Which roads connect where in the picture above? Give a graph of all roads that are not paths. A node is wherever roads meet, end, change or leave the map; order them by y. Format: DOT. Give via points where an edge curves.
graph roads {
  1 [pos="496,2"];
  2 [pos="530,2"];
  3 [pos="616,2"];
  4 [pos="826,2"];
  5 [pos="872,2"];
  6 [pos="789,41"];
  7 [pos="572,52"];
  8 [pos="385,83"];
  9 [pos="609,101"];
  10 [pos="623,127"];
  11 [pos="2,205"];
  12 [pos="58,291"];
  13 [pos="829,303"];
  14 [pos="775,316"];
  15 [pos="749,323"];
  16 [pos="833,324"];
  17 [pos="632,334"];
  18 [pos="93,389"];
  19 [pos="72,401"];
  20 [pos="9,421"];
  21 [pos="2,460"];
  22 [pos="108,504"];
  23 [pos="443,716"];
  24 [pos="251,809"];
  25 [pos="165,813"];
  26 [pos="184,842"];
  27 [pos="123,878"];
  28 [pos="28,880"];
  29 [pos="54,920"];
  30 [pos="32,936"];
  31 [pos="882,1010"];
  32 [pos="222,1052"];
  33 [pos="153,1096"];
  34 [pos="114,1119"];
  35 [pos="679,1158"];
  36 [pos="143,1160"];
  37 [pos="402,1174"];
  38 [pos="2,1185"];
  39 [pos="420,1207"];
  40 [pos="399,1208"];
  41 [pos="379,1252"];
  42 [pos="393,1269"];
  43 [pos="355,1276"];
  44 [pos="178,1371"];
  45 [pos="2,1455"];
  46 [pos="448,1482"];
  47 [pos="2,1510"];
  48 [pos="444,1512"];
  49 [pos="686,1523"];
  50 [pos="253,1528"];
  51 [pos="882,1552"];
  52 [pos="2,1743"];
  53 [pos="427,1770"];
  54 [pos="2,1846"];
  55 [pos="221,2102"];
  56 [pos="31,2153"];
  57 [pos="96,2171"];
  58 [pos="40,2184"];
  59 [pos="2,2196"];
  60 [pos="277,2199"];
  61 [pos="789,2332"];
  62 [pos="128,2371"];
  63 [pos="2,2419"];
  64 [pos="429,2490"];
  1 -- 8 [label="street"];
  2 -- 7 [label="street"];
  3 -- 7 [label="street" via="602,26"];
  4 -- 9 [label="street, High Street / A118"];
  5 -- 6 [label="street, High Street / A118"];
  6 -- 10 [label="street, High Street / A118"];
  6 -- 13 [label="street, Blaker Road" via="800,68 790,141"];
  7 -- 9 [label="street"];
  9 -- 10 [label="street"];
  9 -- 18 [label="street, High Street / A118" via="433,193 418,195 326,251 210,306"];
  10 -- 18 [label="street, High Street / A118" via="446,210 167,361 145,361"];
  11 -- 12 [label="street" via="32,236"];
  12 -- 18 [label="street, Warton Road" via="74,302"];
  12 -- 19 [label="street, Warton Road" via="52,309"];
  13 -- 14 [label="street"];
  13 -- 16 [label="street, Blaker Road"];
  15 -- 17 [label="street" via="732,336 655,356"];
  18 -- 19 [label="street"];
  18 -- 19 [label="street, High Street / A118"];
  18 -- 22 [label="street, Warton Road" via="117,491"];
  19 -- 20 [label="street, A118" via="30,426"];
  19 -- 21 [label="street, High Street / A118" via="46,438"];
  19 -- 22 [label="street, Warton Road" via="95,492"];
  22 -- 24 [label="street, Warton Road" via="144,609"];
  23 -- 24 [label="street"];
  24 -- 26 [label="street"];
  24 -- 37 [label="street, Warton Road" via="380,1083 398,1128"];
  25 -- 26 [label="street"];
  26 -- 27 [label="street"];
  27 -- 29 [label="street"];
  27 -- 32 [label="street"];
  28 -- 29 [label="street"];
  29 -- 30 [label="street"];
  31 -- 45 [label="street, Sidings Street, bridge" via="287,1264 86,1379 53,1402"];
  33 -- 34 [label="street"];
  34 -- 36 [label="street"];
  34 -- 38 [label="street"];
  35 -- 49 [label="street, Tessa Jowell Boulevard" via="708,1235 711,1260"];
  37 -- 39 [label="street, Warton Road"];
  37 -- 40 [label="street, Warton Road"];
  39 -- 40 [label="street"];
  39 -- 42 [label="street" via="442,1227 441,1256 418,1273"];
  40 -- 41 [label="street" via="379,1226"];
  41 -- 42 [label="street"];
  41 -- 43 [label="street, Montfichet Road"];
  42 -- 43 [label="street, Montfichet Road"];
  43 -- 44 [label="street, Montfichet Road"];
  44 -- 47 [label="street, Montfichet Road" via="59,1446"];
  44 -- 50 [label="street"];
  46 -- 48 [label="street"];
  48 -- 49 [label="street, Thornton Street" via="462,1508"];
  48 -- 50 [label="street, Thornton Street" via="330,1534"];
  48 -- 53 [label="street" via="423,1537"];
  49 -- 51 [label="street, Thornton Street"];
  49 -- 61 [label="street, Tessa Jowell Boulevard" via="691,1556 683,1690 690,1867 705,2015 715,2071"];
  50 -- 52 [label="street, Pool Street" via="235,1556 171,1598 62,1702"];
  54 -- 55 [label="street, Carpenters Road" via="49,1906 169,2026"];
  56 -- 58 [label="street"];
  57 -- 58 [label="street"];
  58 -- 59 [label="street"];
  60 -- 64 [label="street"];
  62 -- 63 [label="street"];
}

□ □ □ □ □ □ □

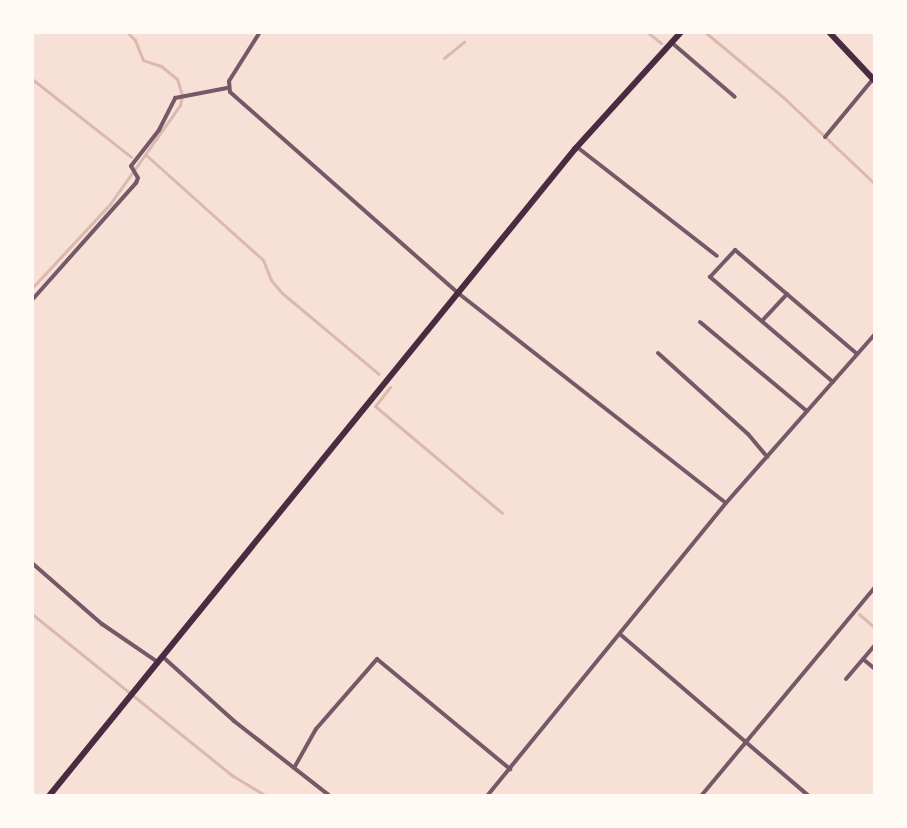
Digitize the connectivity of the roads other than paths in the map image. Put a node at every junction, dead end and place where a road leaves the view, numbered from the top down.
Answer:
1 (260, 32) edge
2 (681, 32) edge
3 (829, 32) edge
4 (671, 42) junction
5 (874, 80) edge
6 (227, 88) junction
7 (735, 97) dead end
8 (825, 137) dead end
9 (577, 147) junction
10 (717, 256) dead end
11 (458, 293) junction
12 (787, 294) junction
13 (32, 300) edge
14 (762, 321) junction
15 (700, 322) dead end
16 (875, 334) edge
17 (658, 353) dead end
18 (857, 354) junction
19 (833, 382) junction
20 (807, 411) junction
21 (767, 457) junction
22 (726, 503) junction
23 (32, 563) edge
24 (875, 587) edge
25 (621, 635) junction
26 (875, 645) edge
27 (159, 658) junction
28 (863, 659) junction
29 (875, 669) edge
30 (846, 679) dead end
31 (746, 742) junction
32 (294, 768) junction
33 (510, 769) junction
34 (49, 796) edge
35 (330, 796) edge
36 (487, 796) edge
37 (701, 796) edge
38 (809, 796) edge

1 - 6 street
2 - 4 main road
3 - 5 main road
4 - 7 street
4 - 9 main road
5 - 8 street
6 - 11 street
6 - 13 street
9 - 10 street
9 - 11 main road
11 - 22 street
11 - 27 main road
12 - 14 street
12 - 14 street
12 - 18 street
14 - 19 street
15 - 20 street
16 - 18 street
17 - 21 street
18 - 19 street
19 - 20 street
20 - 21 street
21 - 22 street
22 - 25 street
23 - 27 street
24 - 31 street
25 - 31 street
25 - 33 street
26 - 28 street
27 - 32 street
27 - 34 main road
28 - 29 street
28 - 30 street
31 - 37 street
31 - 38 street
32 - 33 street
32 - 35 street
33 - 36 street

□ □ □ □ □ □ □

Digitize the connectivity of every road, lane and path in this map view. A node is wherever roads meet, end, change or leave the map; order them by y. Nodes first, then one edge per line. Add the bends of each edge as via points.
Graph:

□ □ □ □ □ □ □

*Your instructions*: Check every line above for the string "view" and copy those that have it.

*Result of the exercise*:
Digitize the connectivity of the roads other than paths in the map image. Put a node at every junction, dead end and place where a road leaves the view, numbered from the top down.
Digitize the connectivity of every road, lane and path in this map view. A node is wherever roads meet, end, change or leave the map; order them by y. Nodes first, then one edge per line. Add the bends of each edge as via points.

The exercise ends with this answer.